From mboxrd@z Thu Jan  1 00:00:00 1970
Received: from a.ns.miles-group.at ([95.130.255.143] helo=radon.swed.at)
 by bombadil.infradead.org with esmtps (Exim 4.80.1 #2 (Red Hat Linux))
 id 1YB6ZS-0004aA-LT
 for linux-mtd@lists.infradead.org; Tue, 13 Jan 2015 18:52:07 +0000
Message-ID: <54B5693C.6020700@nod.at>
Date: Tue, 13 Jan 2015 19:51:40 +0100
From: Richard Weinberger <richard@nod.at>
MIME-Version: 1.0
To: Brian Norris <computersforpeace@gmail.com>
Subject: Re: [PATCH] mtd: nand: default bitflip-reporting threshold to 75%
 of correction strength
References: <54B38745.70007@atmel.com>
 <1421095889-12717-1-git-send-email-computersforpeace@gmail.com>
 <54B51CCA.1090707@nod.at> <20150113184805.GS9759@ld-irv-0074>
In-Reply-To: <20150113184805.GS9759@ld-irv-0074>
Content-Type: text/plain; charset=windows-1252
Content-Transfer-Encoding: 7bit
Cc: Ricard Wanderlof <ricard.wanderlof@axis.com>,
 Steve deRosier <derosier@gmail.com>, Josh Wu <josh.wu@atmel.com>,
 "linux-mtd@lists.infradead.org" <linux-mtd@lists.infradead.org>,
 Ezequiel Garcia <ezequiel@vanguardiasur.com.ar>,
 Huang Shijie <shijie8@gmail.com>
List-Id: Linux MTD discussion mailing list <linux-mtd.lists.infradead.org>
List-Unsubscribe: <http://lists.infradead.org/mailman/options/linux-mtd>,
 <mailto:linux-mtd-request@lists.infradead.org?subject=unsubscribe>
List-Archive: <http://lists.infradead.org/pipermail/linux-mtd/>
List-Post: <mailto:linux-mtd@lists.infradead.org>
List-Help: <mailto:linux-mtd-request@lists.infradead.org?subject=help>
List-Subscribe: <http://lists.infradead.org/mailman/listinfo/linux-mtd>,
 <mailto:linux-mtd-request@lists.infradead.org?subject=subscribe>

Brian,

Am 13.01.2015 um 19:48 schrieb Brian Norris:
> Hi Richard,
> 
> On Tue, Jan 13, 2015 at 02:25:30PM +0100, Richard Weinberger wrote:
>> Am 12.01.2015 um 21:51 schrieb Brian Norris:
>>> The MTD API reports -EUCLEAN only if the maximum number of bitflips
>>> found in any ECC block exceeds a certain threshold.

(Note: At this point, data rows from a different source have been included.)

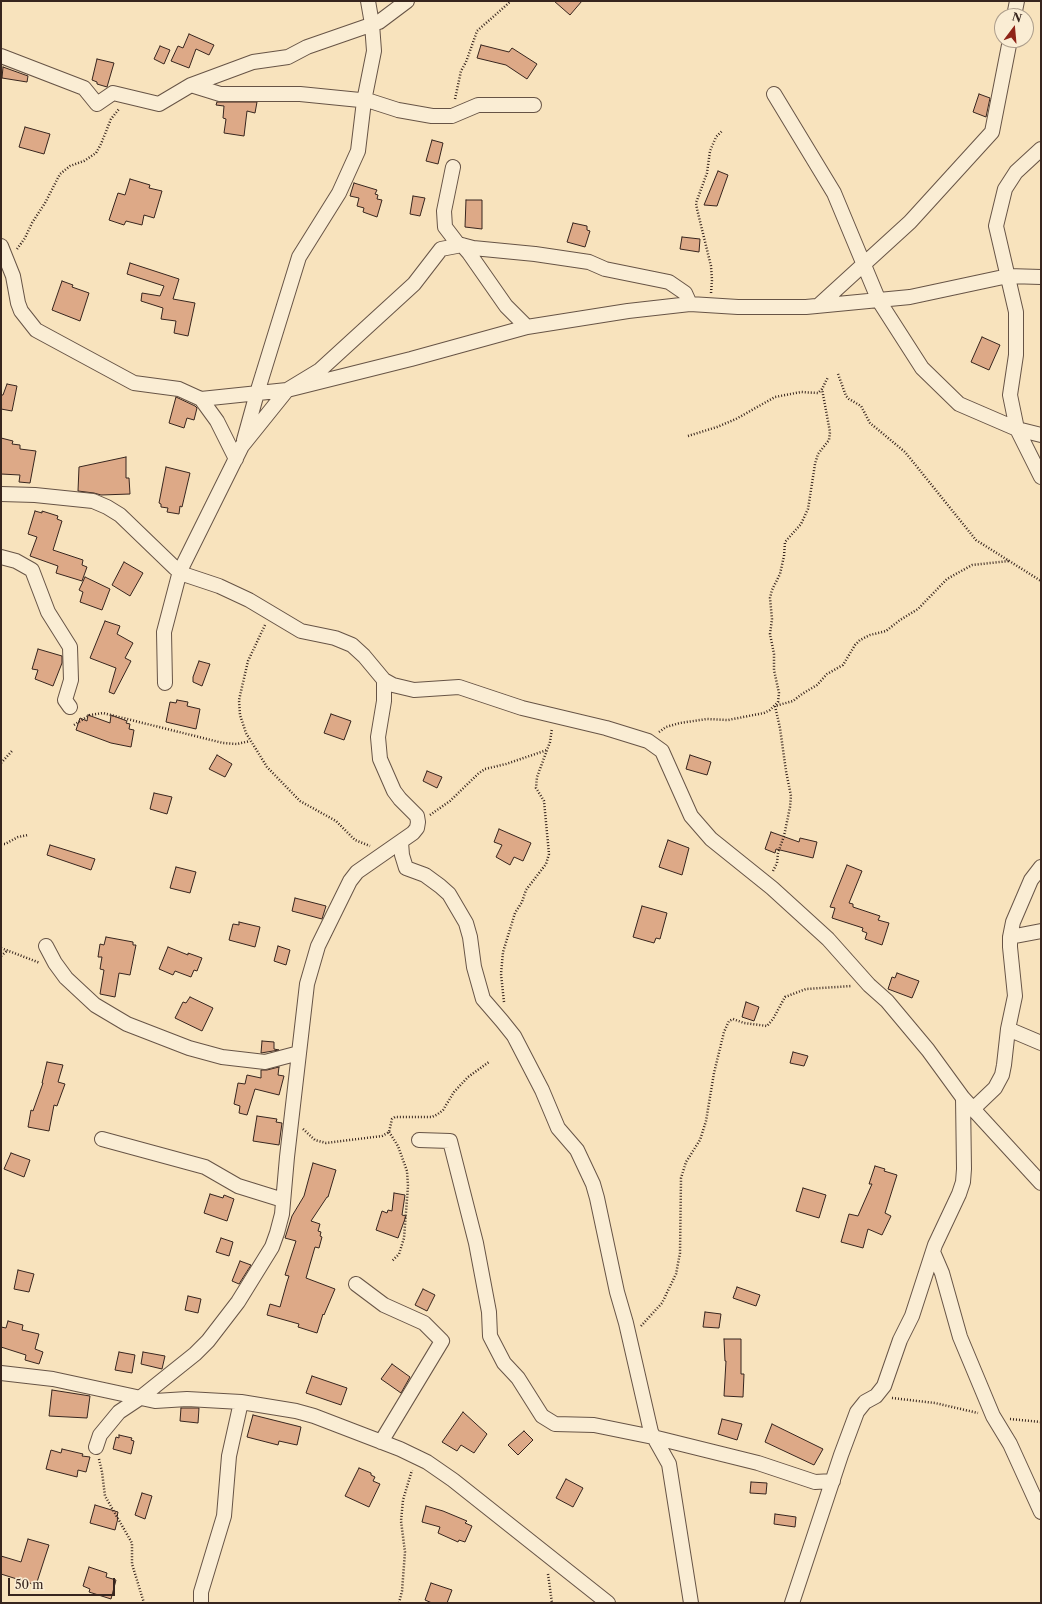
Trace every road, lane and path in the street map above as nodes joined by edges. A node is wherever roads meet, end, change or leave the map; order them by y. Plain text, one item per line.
1 (368, 1) edge
2 (407, 1) edge
3 (511, 1) edge
4 (372, 24) junction
5 (1008, 48) edge
6 (1, 56) edge
7 (191, 85) junction
8 (774, 94) dead end
9 (127, 97) junction
10 (364, 101) junction
11 (534, 104) dead end
12 (452, 116) junction
13 (722, 131) dead end
14 (1041, 149) edge
15 (453, 168) dead end
16 (462, 245) junction
17 (1, 246) edge
18 (8, 262) junction
19 (863, 265) junction
20 (1008, 276) junction
21 (1041, 277) edge
22 (879, 300) junction
23 (690, 304) junction
24 (708, 305) junction
25 (818, 306) junction
26 (527, 327) junction
27 (838, 374) dead end
28 (828, 377) dead end
29 (822, 389) junction
30 (287, 390) junction
31 (257, 394) junction
32 (201, 399) junction
33 (1017, 429) junction
34 (1041, 435) edge
35 (688, 436) dead end
36 (239, 452) junction
37 (1041, 477) edge
38 (1, 494) edge
39 (1, 557) edge
40 (1009, 561) junction
41 (180, 572) junction
42 (1041, 580) edge
43 (271, 612) junction
44 (384, 680) junction
45 (165, 683) dead end
46 (775, 706) junction
47 (70, 707) dead end
48 (553, 715) junction
49 (74, 726) dead end
50 (250, 741) junction
51 (648, 741) junction
52 (547, 750) junction
53 (12, 751) dead end
54 (1, 764) edge
55 (418, 819) junction
56 (28, 835) dead end
57 (401, 842) junction
58 (1, 844) edge
59 (388, 851) junction
60 (1041, 867) edge
61 (767, 884) junction
62 (1041, 931) edge
63 (1010, 936) junction
64 (46, 946) dead end
65 (1, 948) edge
66 (8, 950) junction
67 (1, 956) edge
68 (59, 969) junction
69 (869, 985) junction
70 (502, 1021) junction
71 (1008, 1029) junction
72 (1041, 1043) edge
73 (299, 1052) junction
74 (489, 1062) dead end
75 (962, 1098) junction
76 (973, 1109) junction
77 (291, 1121) junction
78 (389, 1132) junction
79 (102, 1139) dead end
80 (419, 1140) dead end
81 (1041, 1183) edge
82 (283, 1200) junction
83 (932, 1252) junction
84 (392, 1260) dead end
85 (356, 1284) dead end
86 (630, 1338) junction
87 (1, 1373) edge
88 (876, 1396) junction
89 (140, 1398) junction
90 (242, 1402) junction
91 (993, 1416) junction
92 (1041, 1422) edge
93 (653, 1437) junction
94 (381, 1442) junction
95 (96, 1447) joint
96 (416, 1457) junction
97 (833, 1481) junction
98 (1041, 1512) edge
99 (547, 1555) junction
100 (144, 1603) edge
101 (200, 1603) edge
102 (400, 1603) edge
103 (552, 1603) edge
104 (608, 1603) edge
105 (690, 1603) edge
106 (792, 1603) edge

1 - 4 street
2 - 4 street
3 - 12 path
4 - 7 street
4 - 10 street
5 - 19 street
6 - 9 street
7 - 9 street
7 - 10 street
8 - 19 street
9 - 18 path
10 - 12 street
10 - 31 street
11 - 12 street
13 - 24 path
14 - 20 street
15 - 16 street
16 - 23 street
16 - 26 street
16 - 30 street
17 - 18 street
18 - 32 street
19 - 22 street
19 - 25 street
20 - 21 street
20 - 22 street
20 - 33 street
22 - 25 street
22 - 33 street
23 - 24 street
23 - 26 street
24 - 25 street
26 - 30 street
27 - 40 path
28 - 29 path
29 - 35 path
29 - 46 path
30 - 31 street
30 - 36 street
31 - 32 street
31 - 36 street
32 - 36 street
33 - 34 street
33 - 37 street
36 - 41 street
38 - 41 street
39 - 47 street
40 - 42 path
40 - 46 path
41 - 43 street
41 - 45 street
43 - 44 street
43 - 50 path
44 - 48 street
44 - 55 street
46 - 51 path
46 - 61 path
48 - 51 street
48 - 52 path
49 - 50 path
50 - 59 path
51 - 61 street
52 - 55 path
52 - 70 path
53 - 54 path
55 - 57 street
56 - 58 path
57 - 59 street
57 - 70 street
59 - 73 street
60 - 63 street
61 - 69 street
62 - 63 street
63 - 71 street
64 - 68 street
65 - 66 path
66 - 67 path
66 - 68 path
68 - 73 street
69 - 75 street
69 - 86 path
70 - 86 street
71 - 72 street
71 - 76 street
73 - 77 street
74 - 78 path
75 - 76 street
75 - 83 street
76 - 81 street
77 - 78 path
77 - 82 street
78 - 84 path
79 - 82 street
80 - 93 street
82 - 89 street
83 - 88 street
83 - 91 street
85 - 94 street
86 - 93 street
87 - 89 street
88 - 91 path
88 - 97 street
89 - 90 street
89 - 95 street
90 - 94 street
90 - 101 street
91 - 92 path
91 - 98 street
93 - 97 street
93 - 105 street
94 - 96 street
95 - 100 path
96 - 99 street
96 - 102 path
97 - 106 street
99 - 103 path
99 - 104 street

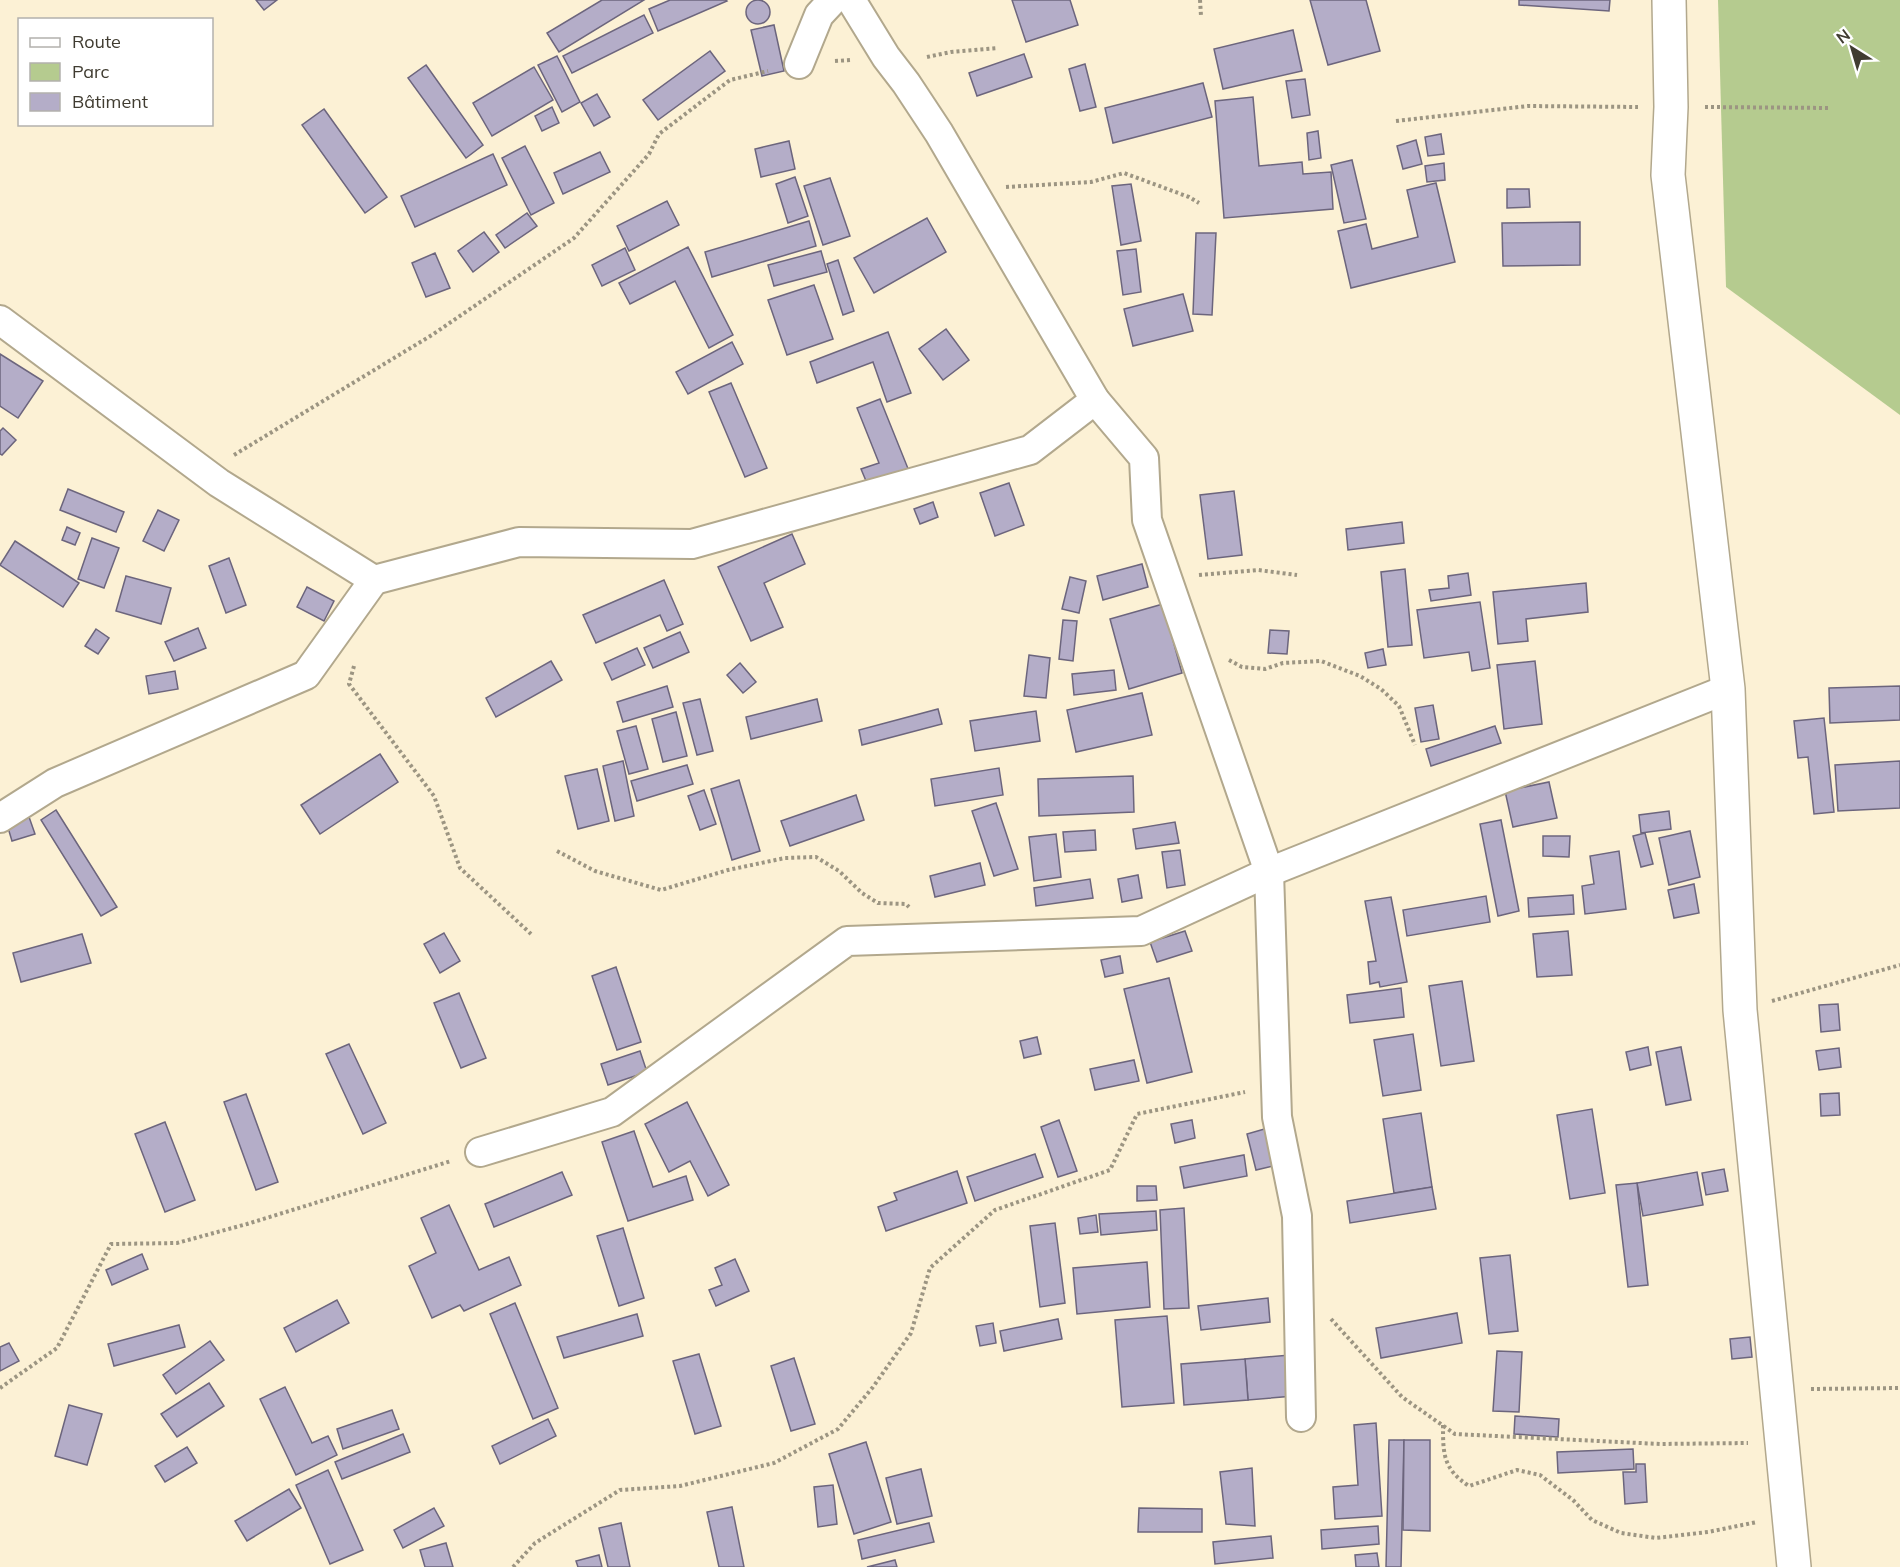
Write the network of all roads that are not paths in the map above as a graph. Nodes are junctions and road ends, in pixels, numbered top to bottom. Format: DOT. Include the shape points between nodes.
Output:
graph roads {
  1 [pos="833,0"];
  2 [pos="851,0"];
  3 [pos="1669,0"];
  4 [pos="799,64"];
  5 [pos="0,320"];
  6 [pos="1095,400"];
  7 [pos="374,580"];
  8 [pos="1728,689"];
  9 [pos="0,818"];
  10 [pos="1269,872"];
  11 [pos="480,1152"];
  12 [pos="1301,1417"];
  13 [pos="1794,1567"];
  1 -- 4 [label="street" via="819,15"];
  2 -- 6 [label="street" via="966,180"];
  3 -- 8 [label="main road" via="1668,175"];
  5 -- 7 [label="street" via="205,472"];
  6 -- 7 [label="street" via="1029,450 692,544 519,542"];
  6 -- 10 [label="street" via="1144,458 1148,520"];
  7 -- 9 [label="street" via="306,675 56,783"];
  8 -- 10 [label="street"];
  8 -- 13 [label="main road" via="1740,1010"];
  10 -- 11 [label="street" via="1141,931 847,941 612,1112"];
  10 -- 12 [label="street" via="1277,1117 1297,1216"];
}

This is done to
>>> avoid excessive -EUCLEAN reports to MTD users, which may induce
>>> additional scrubbing of data, even when the ECC algorithm in use is
>>> perfectly capable of handling the bitflips.
>>>
>>> This threshold can be controlled by user-space (via sysfs), to allow
>>> users to determine what they are willing to tolerate in their
>>> application. But it still helps to have sane defaults.
>>>
>>> In recent discussion [1], it was pointed out that our default threshold
>>> is equal to the correction strength. That means that we won't actually
>>> report any -EUCLEAN (i.e., "bitflips were corrected") errors until there
>>> are almost too many to handle. It was determined that 3/4 of the
>>> correction strength is probably a better default.
>>>
>>> [1] http://lists.infradead.org/pipermail/linux-mtd/2015-January/057259.html
>>
>> I like this change but I have one question.
>>
>> UBI will treat a block as bad if it shows bitflips (EUCLEAN) right
>> after erasure.
> 
> Can you elaborate? When "after erasure"? The closest I see is that UBI
> will mark a block bad if it sees an -EIO failure from sync_erase() in
> erase_worker(). If you have extra debug checks on, then
> ubi_self_check_all_ff() could potentially give you bitflip problems
> after the erase, but that's an odd corner case anyway, which many
> drivers have been handling in hacked together ad-hoc ways anyway (search
> for "bitflips in erase pages").
> 
> So I can't pinpoint what you're talking about, exactly.

See torture_peb()
out:
        mutex_unlock(&ubi->buf_mutex);
        if (err == UBI_IO_BITFLIPS || mtd_is_eccerr(err)) {
                /*
                 * If a bit-flip or data integrity error was detected, the test
                 * has not passed because it happened on a freshly erased
                 * physical eraseblock which means something is wrong with it.
                 */
                ubi_err(ubi, "read problems on freshly erased PEB %d, must be bad",
                        pnum);
                err = -EIO;
        }

>> For SLC NAND this works very well.
>> Does this also hold for MLC NAND? If one or two bit flips are okay
>> even for a freshly erased MLC NAND this change could cause UBI to
>> mark good blocks as bad depending on the ECC strength.
> 
> I would typically assume that MLC NAND users must be using significantly
> stronger ECC (e.g., 12-bit / 512-byte, at least), so "one or two
> bitflips" would still fall well under 75% of 12 bits.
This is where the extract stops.